有機EL素子に代表されるように、従来のデバイスにおける無機または半導体材料を有機材料で置換したデバイスが実用化に至っている。近年では、有機分子(生体分子を含む)を組織化して微細構造を実現する分子デバイスも注目されている。これら有機材料含有デバイスでは、有機材料を担持する基板として半導体基板が用いられることがある。半導体基板を用いると、その表面に作り込まれた素子により有機材料の機能を制御することもできる。デバイス特性を長期にわたって安定に保持するためには、有機材料を基板の表面に化学的に結合させて固定することが望まれる。



半導体基板上への有機材料の結合は、例えばシランカップリング剤を用いて行うことができる。
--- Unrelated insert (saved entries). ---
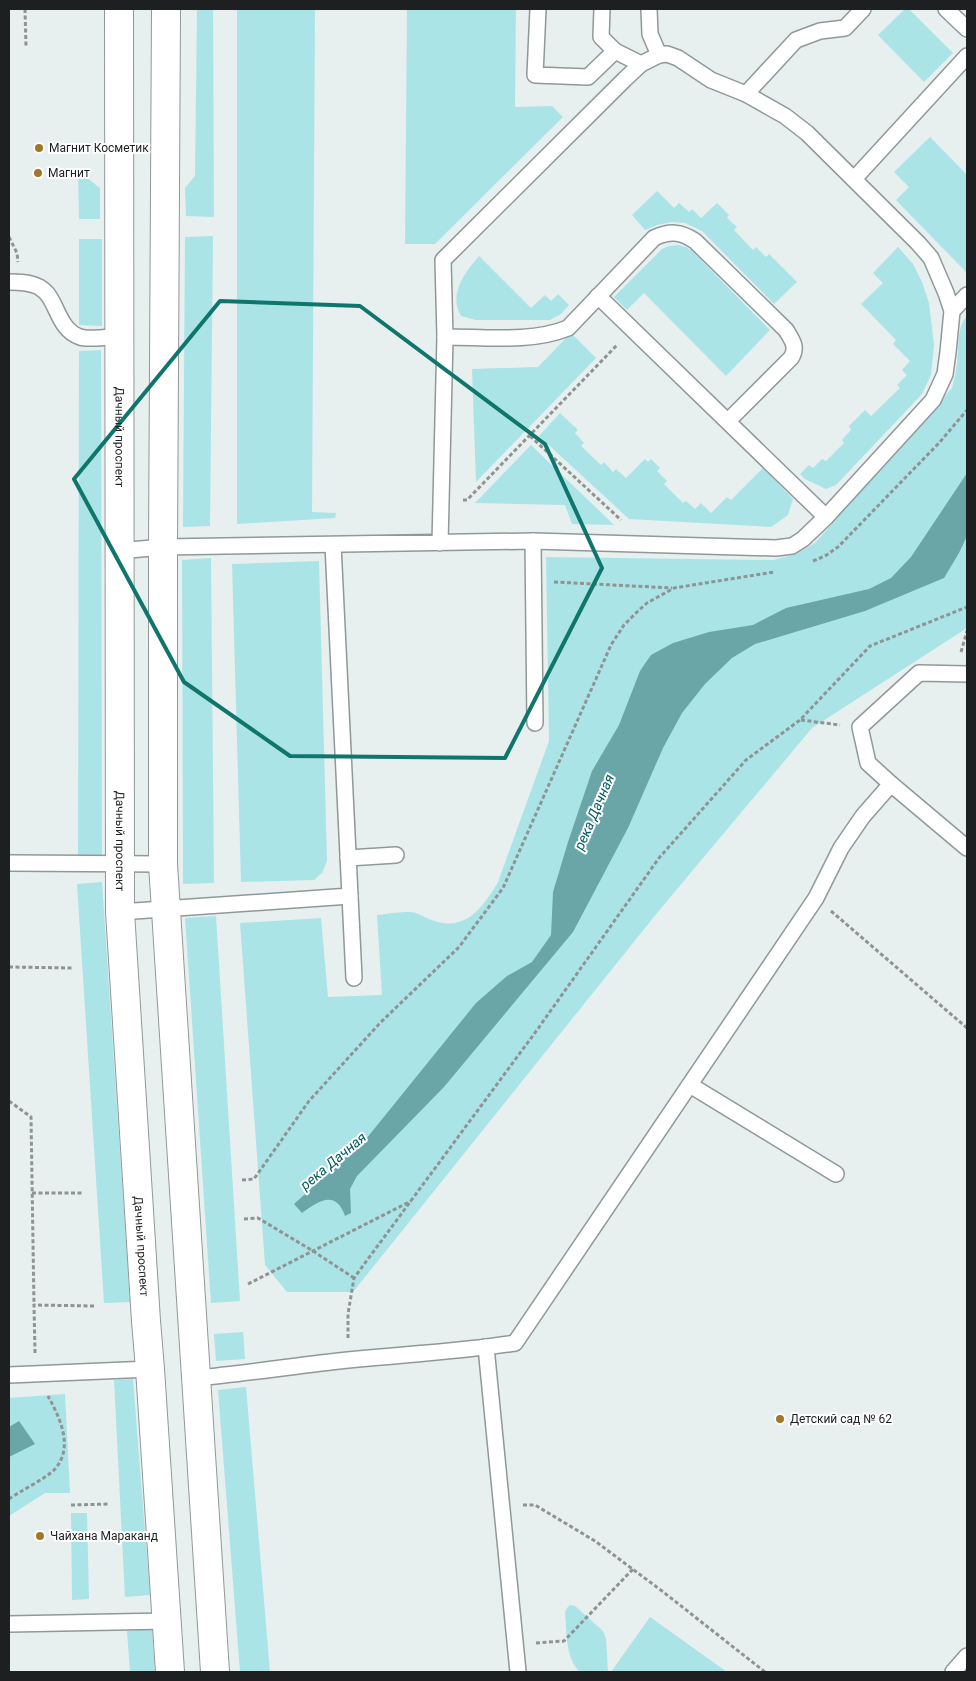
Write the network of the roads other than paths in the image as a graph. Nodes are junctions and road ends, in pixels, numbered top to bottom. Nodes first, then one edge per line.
1 (119, 9) edge
2 (166, 9) edge
3 (538, 9) edge
4 (602, 9) edge
5 (649, 9) edge
6 (864, 9) edge
7 (946, 9) edge
8 (967, 29) edge
9 (615, 51) junction
10 (659, 55) junction
11 (967, 56) edge
12 (641, 64) junction
13 (746, 94) junction
14 (854, 179) junction
15 (9, 282) edge
16 (967, 295) edge
17 (598, 296) junction
18 (952, 311) junction
19 (118, 336) junction
20 (445, 337) junction
21 (728, 421) junction
22 (826, 517) junction
23 (533, 541) junction
24 (440, 543) junction
25 (333, 545) junction
26 (162, 547) junction
27 (118, 551) junction
28 (967, 674) edge
29 (535, 724) dead end
30 (891, 784) junction
31 (967, 848) edge
32 (396, 854) dead end
33 (348, 858) junction
34 (9, 863) edge
35 (119, 864) junction
36 (163, 864) junction
37 (350, 896) junction
38 (166, 909) junction
39 (120, 912) junction
40 (354, 978) dead end
41 (690, 1085) junction
42 (836, 1174) dead end
43 (486, 1347) junction
44 (150, 1369) junction
45 (9, 1375) edge
46 (197, 1378) junction
47 (167, 1621) junction
48 (9, 1624) edge
49 (967, 1656) edge
50 (170, 1672) edge
51 (215, 1672) edge
52 (518, 1672) edge
53 (953, 1672) edge

1 - 19 main road, Дачный проспект
2 - 26 main road
3 - 9 lane
4 - 9 lane
5 - 10 lane
6 - 13 lane
7 - 8 lane
9 - 12 lane
10 - 12 lane
10 - 13 lane
11 - 14 lane
12 - 20 lane
13 - 14 lane
14 - 18 lane
15 - 19 lane
16 - 18 lane
17 - 20 lane
17 - 21 lane
17 - 21 lane
18 - 22 lane
19 - 27 main road, Дачный проспект
20 - 24 lane
21 - 22 lane
22 - 23 lane
23 - 24 lane
23 - 29 lane
24 - 25 lane
25 - 26 lane
25 - 33 lane
26 - 27 lane
26 - 36 main road
27 - 35 main road, Дачный проспект
28 - 30 lane
30 - 31 lane
30 - 41 lane
32 - 33 lane
33 - 37 lane
34 - 35 lane
35 - 36 lane
35 - 39 main road, Дачный проспект
36 - 38 main road
37 - 38 lane
37 - 40 lane
38 - 39 lane
38 - 46 main road
39 - 44 main road, Дачный проспект
41 - 42 lane
41 - 43 lane
43 - 46 lane
43 - 52 lane
44 - 45 lane
44 - 47 main road, Дачный проспект
46 - 51 main road
47 - 48 lane
47 - 50 main road, Дачный проспект
49 - 53 lane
シランカップリング剤は、半導体基板上の酸化膜(例えばシリコン基板上に形成したシリコン酸化膜)の表面に存在する水酸基と反応し、この反応の結果、半導体基板の表面に有機材料が固定される。



しかし、半導体基板上に絶縁性の酸化膜が存在すると、半導体基板と有機材料との間の電気的接続が難しくなる。例えば、シリコン基板上に有機EL素子を形成する場合、シリコン酸化膜の存在は有機材料への電荷注入を阻害する。また、シランカップリング剤を用いる方法では、有機材料をハロゲン化シリル基のような加水分解性の官能基で修飾する必要があるが、有機材料の化学的安定性によっては、このような修飾ができない場合もある。
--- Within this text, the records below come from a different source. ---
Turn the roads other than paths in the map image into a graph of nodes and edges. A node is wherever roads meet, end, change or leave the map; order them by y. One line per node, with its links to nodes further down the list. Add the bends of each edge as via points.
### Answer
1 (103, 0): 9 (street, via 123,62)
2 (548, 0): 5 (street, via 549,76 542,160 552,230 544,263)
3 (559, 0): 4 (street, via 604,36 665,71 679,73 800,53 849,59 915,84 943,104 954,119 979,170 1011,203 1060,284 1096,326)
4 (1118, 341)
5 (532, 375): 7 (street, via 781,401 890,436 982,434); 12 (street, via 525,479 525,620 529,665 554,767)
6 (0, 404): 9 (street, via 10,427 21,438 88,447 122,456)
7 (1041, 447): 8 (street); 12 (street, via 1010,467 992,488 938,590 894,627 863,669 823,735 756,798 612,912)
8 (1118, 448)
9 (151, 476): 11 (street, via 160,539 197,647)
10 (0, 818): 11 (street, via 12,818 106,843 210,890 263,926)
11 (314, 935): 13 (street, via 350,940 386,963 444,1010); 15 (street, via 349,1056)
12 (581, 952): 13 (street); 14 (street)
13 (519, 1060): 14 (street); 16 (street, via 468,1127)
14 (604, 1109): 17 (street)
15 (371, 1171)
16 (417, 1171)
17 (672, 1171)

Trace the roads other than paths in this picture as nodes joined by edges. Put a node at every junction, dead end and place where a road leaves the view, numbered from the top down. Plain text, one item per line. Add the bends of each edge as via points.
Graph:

半導体基板を10-10Torr程度の超高真空中で加熱して基板表面の反応性を高める方法も知られている。超高真空中での加熱により、半導体基板の表面には半導体原子の未結合手(ダングリングボンド)や半導体原子のダイマー結合(例えばSi=Si結合)が生成する。この表面に不飽和結合を有する有機材料を反応させると、有機材料が半導体基板に直接結合する。ハロゲン原子を表面に結合させ、表面の反応性を高めた半導体基板も知られている。ハロゲン原子を有機材料により置換すれば、半導体基板の表面に有機材料を直接結合できる。



しかし、未結合手やハロゲン原子の導入により表面の反応性を高めた半導体基板は、水分との反応性が非常に高いため、大気中で取り扱うことができない。このため、基板の保存、運搬工程、さらには有機材料を担持する工程、も制約を受ける。反応性を高めた基板の表面に有機材料を固定するには、例えば減圧雰囲気下で有機材料を蒸着すればよいが、生体分子のように、減圧下で加熱することによりその機能が失われる有機材料もある。



このように、現状では、有機材料の機能を利用する有機材料含有デバイスの構築に適し、かつ取り扱いが容易な基板は得られていない。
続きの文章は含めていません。